[Provided material]
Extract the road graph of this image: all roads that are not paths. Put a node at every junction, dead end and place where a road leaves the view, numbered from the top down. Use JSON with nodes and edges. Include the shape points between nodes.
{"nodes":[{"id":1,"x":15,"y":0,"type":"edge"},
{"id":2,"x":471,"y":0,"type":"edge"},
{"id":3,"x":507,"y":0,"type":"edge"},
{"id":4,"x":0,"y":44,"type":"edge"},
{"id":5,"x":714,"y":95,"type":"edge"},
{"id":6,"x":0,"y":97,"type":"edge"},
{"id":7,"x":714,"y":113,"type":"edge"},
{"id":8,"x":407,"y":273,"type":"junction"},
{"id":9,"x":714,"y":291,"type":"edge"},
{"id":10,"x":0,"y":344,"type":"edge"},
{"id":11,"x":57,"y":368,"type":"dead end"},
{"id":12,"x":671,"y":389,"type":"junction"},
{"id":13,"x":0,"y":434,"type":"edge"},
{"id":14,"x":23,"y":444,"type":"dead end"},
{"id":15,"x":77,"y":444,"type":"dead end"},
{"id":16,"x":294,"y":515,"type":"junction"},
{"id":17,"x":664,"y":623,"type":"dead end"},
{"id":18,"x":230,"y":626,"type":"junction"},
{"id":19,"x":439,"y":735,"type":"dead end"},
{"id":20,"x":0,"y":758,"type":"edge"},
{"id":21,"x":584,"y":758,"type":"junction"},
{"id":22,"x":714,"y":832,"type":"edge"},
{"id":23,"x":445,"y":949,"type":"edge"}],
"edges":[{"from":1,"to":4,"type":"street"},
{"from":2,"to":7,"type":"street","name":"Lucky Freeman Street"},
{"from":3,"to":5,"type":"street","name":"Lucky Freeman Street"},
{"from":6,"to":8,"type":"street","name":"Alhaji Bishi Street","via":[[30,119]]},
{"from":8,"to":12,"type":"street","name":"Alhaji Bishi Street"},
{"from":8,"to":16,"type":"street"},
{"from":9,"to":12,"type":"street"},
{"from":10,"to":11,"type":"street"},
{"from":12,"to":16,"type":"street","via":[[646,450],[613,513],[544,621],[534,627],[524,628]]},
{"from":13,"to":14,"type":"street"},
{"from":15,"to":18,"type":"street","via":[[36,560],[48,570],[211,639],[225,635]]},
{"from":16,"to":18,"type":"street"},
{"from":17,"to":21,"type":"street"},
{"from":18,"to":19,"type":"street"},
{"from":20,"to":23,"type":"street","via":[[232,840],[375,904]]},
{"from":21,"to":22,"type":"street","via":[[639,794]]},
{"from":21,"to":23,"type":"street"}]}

[Exercise instructions] Reprint every entry exactly.

[Task response]
Extract the road graph of this image: all roads that are not paths. Put a node at every junction, dead end and place where a road leaves the view, numbered from the top down. Use JSON with nodes and edges. Include the shape points between nodes.
{"nodes":[{"id":1,"x":15,"y":0,"type":"edge"},
{"id":2,"x":471,"y":0,"type":"edge"},
{"id":3,"x":507,"y":0,"type":"edge"},
{"id":4,"x":0,"y":44,"type":"edge"},
{"id":5,"x":714,"y":95,"type":"edge"},
{"id":6,"x":0,"y":97,"type":"edge"},
{"id":7,"x":714,"y":113,"type":"edge"},
{"id":8,"x":407,"y":273,"type":"junction"},
{"id":9,"x":714,"y":291,"type":"edge"},
{"id":10,"x":0,"y":344,"type":"edge"},
{"id":11,"x":57,"y":368,"type":"dead end"},
{"id":12,"x":671,"y":389,"type":"junction"},
{"id":13,"x":0,"y":434,"type":"edge"},
{"id":14,"x":23,"y":444,"type":"dead end"},
{"id":15,"x":77,"y":444,"type":"dead end"},
{"id":16,"x":294,"y":515,"type":"junction"},
{"id":17,"x":664,"y":623,"type":"dead end"},
{"id":18,"x":230,"y":626,"type":"junction"},
{"id":19,"x":439,"y":735,"type":"dead end"},
{"id":20,"x":0,"y":758,"type":"edge"},
{"id":21,"x":584,"y":758,"type":"junction"},
{"id":22,"x":714,"y":832,"type":"edge"},
{"id":23,"x":445,"y":949,"type":"edge"}],
"edges":[{"from":1,"to":4,"type":"street"},
{"from":2,"to":7,"type":"street","name":"Lucky Freeman Street"},
{"from":3,"to":5,"type":"street","name":"Lucky Freeman Street"},
{"from":6,"to":8,"type":"street","name":"Alhaji Bishi Street","via":[[30,119]]},
{"from":8,"to":12,"type":"street","name":"Alhaji Bishi Street"},
{"from":8,"to":16,"type":"street"},
{"from":9,"to":12,"type":"street"},
{"from":10,"to":11,"type":"street"},
{"from":12,"to":16,"type":"street","via":[[646,450],[613,513],[544,621],[534,627],[524,628]]},
{"from":13,"to":14,"type":"street"},
{"from":15,"to":18,"type":"street","via":[[36,560],[48,570],[211,639],[225,635]]},
{"from":16,"to":18,"type":"street"},
{"from":17,"to":21,"type":"street"},
{"from":18,"to":19,"type":"street"},
{"from":20,"to":23,"type":"street","via":[[232,840],[375,904]]},
{"from":21,"to":22,"type":"street","via":[[639,794]]},
{"from":21,"to":23,"type":"street"}]}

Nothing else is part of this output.